____ DATA RECORDS

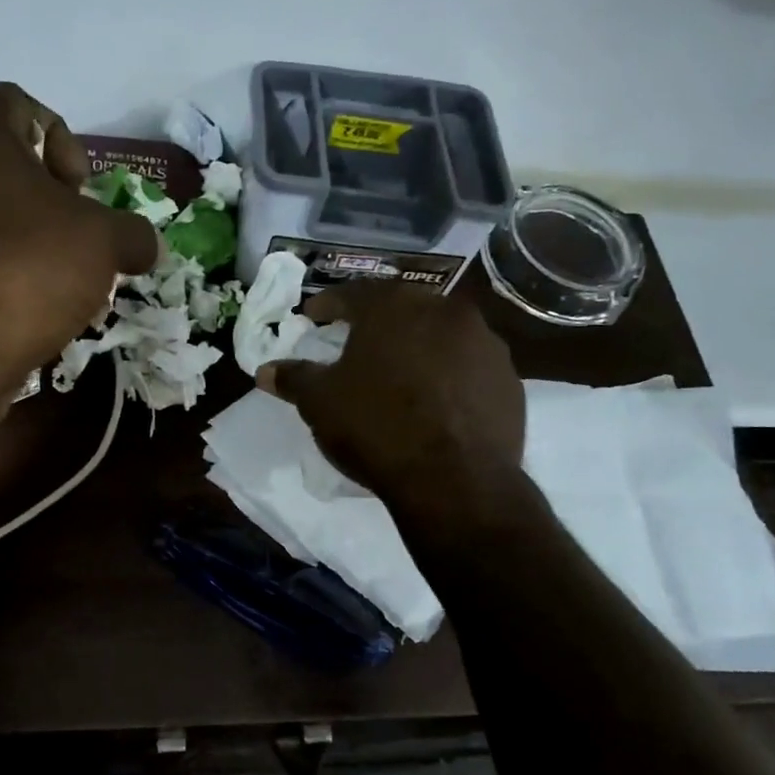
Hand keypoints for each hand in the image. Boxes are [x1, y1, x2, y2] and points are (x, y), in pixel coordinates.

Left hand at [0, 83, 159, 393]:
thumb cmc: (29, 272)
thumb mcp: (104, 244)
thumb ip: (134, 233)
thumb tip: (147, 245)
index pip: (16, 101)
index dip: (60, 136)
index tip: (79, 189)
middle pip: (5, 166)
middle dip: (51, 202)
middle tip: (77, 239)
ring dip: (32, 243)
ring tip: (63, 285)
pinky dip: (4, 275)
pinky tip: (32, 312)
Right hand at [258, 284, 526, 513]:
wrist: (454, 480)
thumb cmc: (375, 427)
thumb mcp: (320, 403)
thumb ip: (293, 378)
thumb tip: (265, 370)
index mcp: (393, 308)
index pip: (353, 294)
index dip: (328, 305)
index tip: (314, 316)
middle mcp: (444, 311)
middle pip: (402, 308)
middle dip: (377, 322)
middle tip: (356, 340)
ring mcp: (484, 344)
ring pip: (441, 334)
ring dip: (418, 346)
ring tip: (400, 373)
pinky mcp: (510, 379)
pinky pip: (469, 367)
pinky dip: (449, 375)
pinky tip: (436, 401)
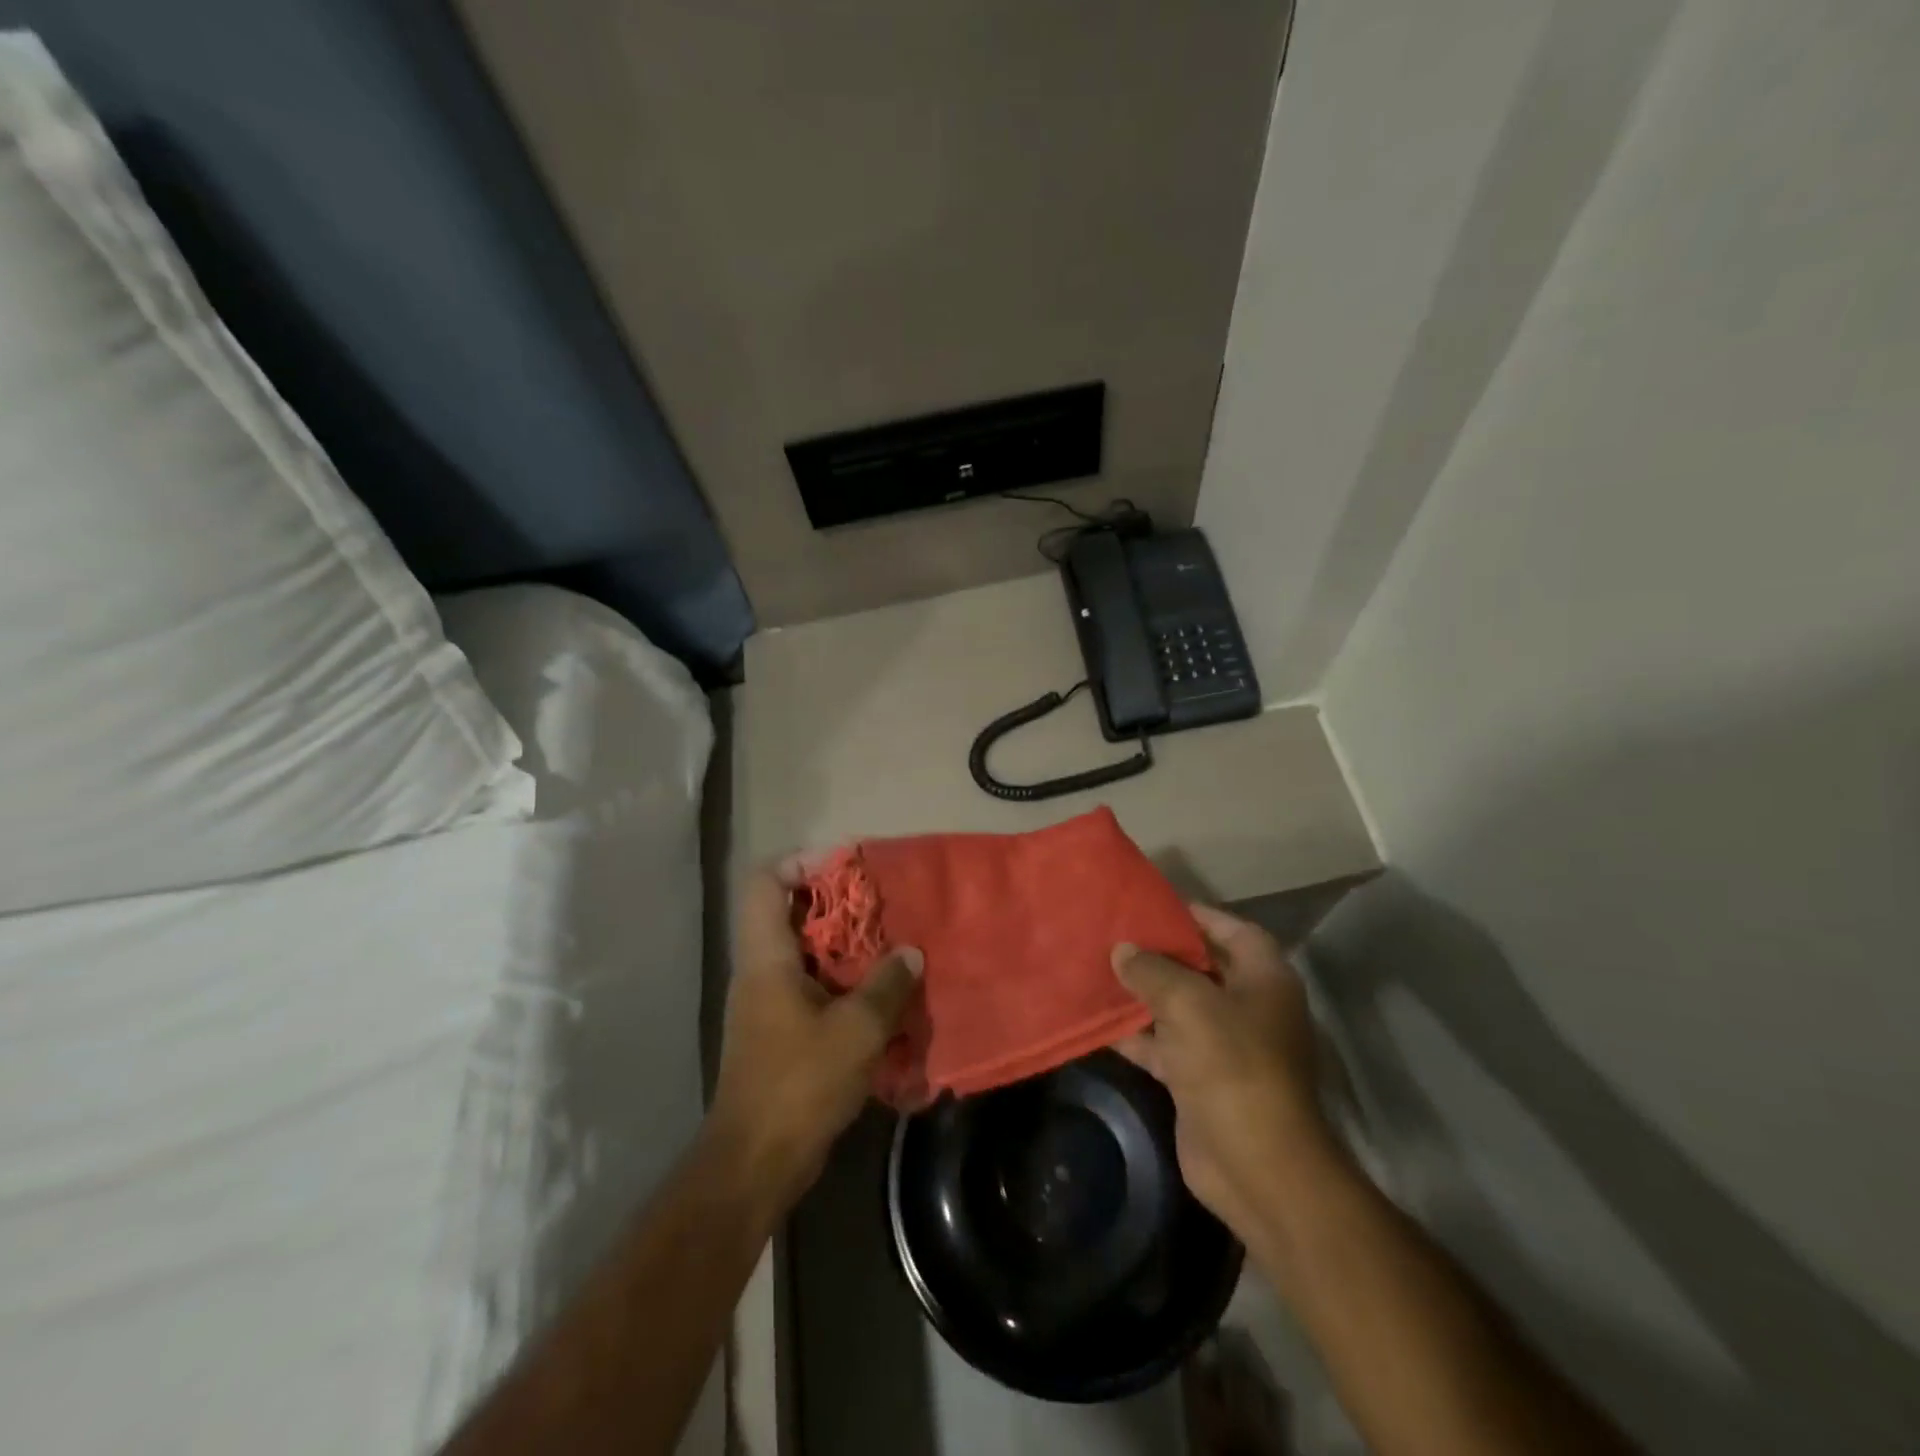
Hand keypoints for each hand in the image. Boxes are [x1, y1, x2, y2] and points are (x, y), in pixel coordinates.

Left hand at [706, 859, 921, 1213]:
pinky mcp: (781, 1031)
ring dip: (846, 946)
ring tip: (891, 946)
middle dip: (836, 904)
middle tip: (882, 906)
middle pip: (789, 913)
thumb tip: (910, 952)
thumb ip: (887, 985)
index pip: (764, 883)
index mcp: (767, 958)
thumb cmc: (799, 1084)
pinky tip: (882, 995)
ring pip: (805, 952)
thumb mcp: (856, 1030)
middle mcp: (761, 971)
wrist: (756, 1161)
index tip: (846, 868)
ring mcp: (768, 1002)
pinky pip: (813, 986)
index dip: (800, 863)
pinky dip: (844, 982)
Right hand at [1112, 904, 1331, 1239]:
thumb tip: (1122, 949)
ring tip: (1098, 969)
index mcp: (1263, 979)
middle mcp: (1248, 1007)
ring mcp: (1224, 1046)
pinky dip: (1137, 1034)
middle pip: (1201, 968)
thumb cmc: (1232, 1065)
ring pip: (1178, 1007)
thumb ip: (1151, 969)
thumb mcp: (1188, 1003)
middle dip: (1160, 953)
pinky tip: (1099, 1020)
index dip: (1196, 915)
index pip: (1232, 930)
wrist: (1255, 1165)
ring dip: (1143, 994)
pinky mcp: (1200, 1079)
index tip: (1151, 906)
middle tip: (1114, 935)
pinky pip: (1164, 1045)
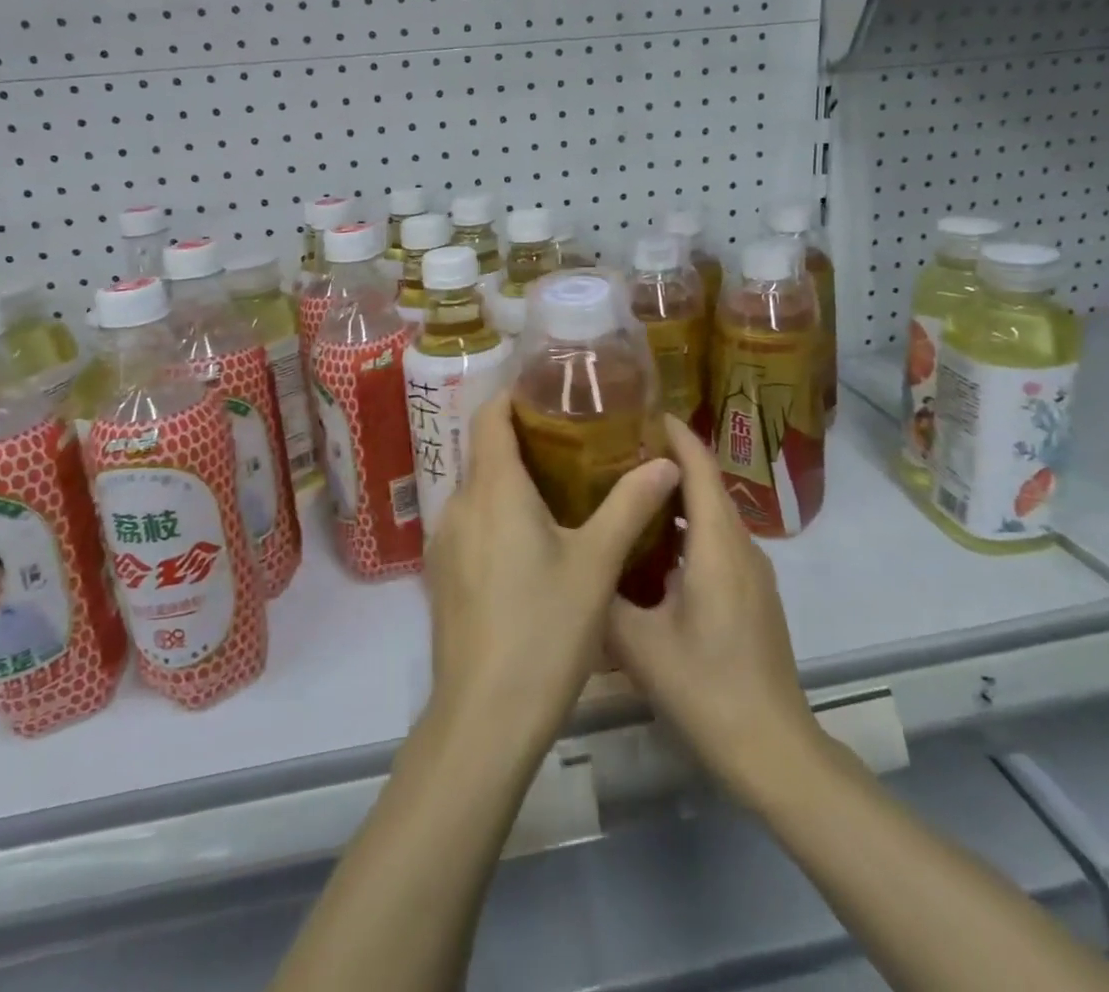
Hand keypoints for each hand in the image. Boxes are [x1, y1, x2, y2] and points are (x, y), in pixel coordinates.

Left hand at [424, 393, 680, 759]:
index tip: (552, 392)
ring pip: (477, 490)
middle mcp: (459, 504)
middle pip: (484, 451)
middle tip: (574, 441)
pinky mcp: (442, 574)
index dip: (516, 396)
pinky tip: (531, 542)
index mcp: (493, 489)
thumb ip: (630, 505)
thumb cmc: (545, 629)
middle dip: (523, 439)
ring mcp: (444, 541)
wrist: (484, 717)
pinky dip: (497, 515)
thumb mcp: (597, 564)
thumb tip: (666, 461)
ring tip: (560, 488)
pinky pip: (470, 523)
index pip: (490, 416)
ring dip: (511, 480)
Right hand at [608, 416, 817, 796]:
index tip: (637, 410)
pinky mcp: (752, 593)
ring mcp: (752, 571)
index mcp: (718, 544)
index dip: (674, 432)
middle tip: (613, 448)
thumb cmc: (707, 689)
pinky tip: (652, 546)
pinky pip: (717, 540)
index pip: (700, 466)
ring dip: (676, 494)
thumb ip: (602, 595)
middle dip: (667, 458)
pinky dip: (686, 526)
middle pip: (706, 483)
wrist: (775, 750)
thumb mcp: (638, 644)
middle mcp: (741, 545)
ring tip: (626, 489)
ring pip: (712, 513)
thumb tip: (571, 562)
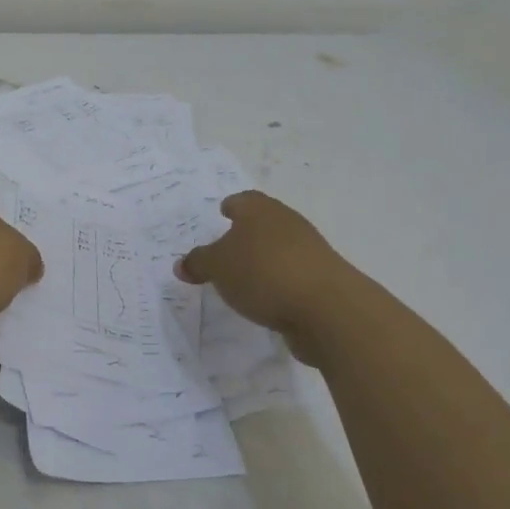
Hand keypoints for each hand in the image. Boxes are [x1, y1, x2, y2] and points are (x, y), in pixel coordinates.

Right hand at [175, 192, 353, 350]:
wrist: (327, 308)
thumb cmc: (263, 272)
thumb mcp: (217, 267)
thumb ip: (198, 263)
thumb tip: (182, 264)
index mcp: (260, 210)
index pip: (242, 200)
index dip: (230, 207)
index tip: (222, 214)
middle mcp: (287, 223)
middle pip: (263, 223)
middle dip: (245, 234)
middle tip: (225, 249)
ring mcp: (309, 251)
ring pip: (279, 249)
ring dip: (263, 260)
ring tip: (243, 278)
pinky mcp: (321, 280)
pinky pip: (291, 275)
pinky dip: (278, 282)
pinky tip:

________

Give the entries again, exactly and in full, with no image included.

**SOLUTION TO THE EXERCISE**
Hand keypoints for each hand in the image. Boxes are [x1, y1, x2, y2] and points are (x, y), in pixel coordinates.

Left hand at [0, 83, 159, 393]:
thumb cmc: (29, 272)
thumb mcp: (104, 244)
thumb ip: (134, 233)
thumb tip: (147, 245)
index pip: (16, 101)
index dip: (60, 136)
index tip: (79, 189)
middle pip: (5, 166)
middle dip: (51, 202)
middle tip: (77, 239)
ring dip: (32, 243)
ring tip: (63, 285)
pinky dip: (4, 275)
pinky tip: (32, 312)
Right hand at [258, 284, 526, 513]:
wrist: (454, 480)
thumb cmc: (375, 427)
thumb mcp: (320, 403)
thumb ip: (293, 378)
thumb tip: (265, 370)
index mcp: (393, 308)
index pip: (353, 294)
index dip: (328, 305)
index tip: (314, 316)
middle mcp: (444, 311)
middle pip: (402, 308)
middle dip: (377, 322)
middle tip: (356, 340)
ring mcp: (484, 344)
ring pip: (441, 334)
ring dip: (418, 346)
ring tip: (400, 373)
pinky mcp: (510, 379)
pinky pip: (469, 367)
pinky dip: (449, 375)
pinky tip: (436, 401)
Hand keypoints for each hand in the image. Boxes are [x1, y1, x2, y2] and points are (x, y), in pixel coordinates.

Left hand at [706, 859, 921, 1213]:
pinky mcp: (781, 1031)
ring dip: (846, 946)
ring tip: (891, 946)
middle dip: (836, 904)
middle tip: (882, 906)
middle pip: (789, 913)
thumb tip: (910, 952)
thumb ip: (887, 985)
index pip: (764, 883)
index mcp: (767, 958)
thumb cmc: (799, 1084)
pinky tip: (882, 995)
ring pip: (805, 952)
thumb mcp: (856, 1030)
middle mcp: (761, 971)
wrist: (756, 1161)
index tip: (846, 868)
ring mcp: (768, 1002)
pinky pip: (813, 986)
index dip: (800, 863)
pinky dip: (844, 982)
Right hand at [1112, 904, 1331, 1239]:
thumb tip: (1122, 949)
ring tip: (1098, 969)
index mcp: (1263, 979)
middle mcp: (1248, 1007)
ring mcp: (1224, 1046)
pinky dip: (1137, 1034)
middle pip: (1201, 968)
thumb cmc: (1232, 1065)
ring pip: (1178, 1007)
thumb ip: (1151, 969)
thumb mcp: (1188, 1003)
middle dip: (1160, 953)
pinky tip: (1099, 1020)
index dip: (1196, 915)
index pip: (1232, 930)
wrist: (1255, 1165)
ring dip: (1143, 994)
pinky mcp: (1200, 1079)
index tip: (1151, 906)
middle tip: (1114, 935)
pinky pip: (1164, 1045)
Hand keypoints for each hand in the image. Boxes are [x1, y1, x2, y2] and points are (x, y), in pixel coordinates.

Left hand at [424, 393, 680, 759]:
index tip: (552, 392)
ring pip: (477, 490)
middle mcp: (459, 504)
middle pip: (484, 451)
middle tip: (574, 441)
pinky mcp: (442, 574)
index dip: (516, 396)
pinky tip: (531, 542)
index mcp: (493, 489)
thumb ip: (630, 505)
thumb cmc: (545, 629)
middle dip: (523, 439)
ring mcp: (444, 541)
wrist: (484, 717)
pinky dip: (497, 515)
thumb mcp: (597, 564)
thumb tip: (666, 461)
ring tip: (560, 488)
pinky pip: (470, 523)
index pip: (490, 416)
ring dip: (511, 480)
Right hand at [608, 416, 817, 796]:
index tip: (637, 410)
pinky mcp: (752, 593)
ring mcp: (752, 571)
index mcp: (718, 544)
index dip: (674, 432)
middle tip: (613, 448)
thumb cmc: (707, 689)
pinky tip: (652, 546)
pinky pip: (717, 540)
index pip: (700, 466)
ring dip: (676, 494)
thumb ip: (602, 595)
middle dip: (667, 458)
pinky dip: (686, 526)
middle pip: (706, 483)
wrist: (775, 750)
thumb mcp: (638, 644)
middle mcp: (741, 545)
ring tip: (626, 489)
ring pip: (712, 513)
thumb tip: (571, 562)
Hand keypoints for each hand in the image. Boxes are [x1, y1, x2, y2] and points are (x, y), in pixel coordinates.

Right hand at [175, 192, 353, 350]:
wrist: (327, 308)
thumb cmc: (263, 272)
thumb mcp: (217, 267)
thumb ip: (198, 263)
thumb tip: (182, 264)
index mcp: (260, 210)
index pip: (242, 200)
index dip: (230, 207)
index tip: (222, 214)
middle mcp: (287, 223)
middle pip: (263, 223)
middle dip: (245, 234)
middle tip: (225, 249)
ring mcp: (309, 251)
ring pip: (279, 249)
ring dip: (263, 260)
ring tip: (243, 278)
pinky mcp: (321, 280)
pinky pip: (291, 275)
pinky dip: (278, 282)
pinky tip:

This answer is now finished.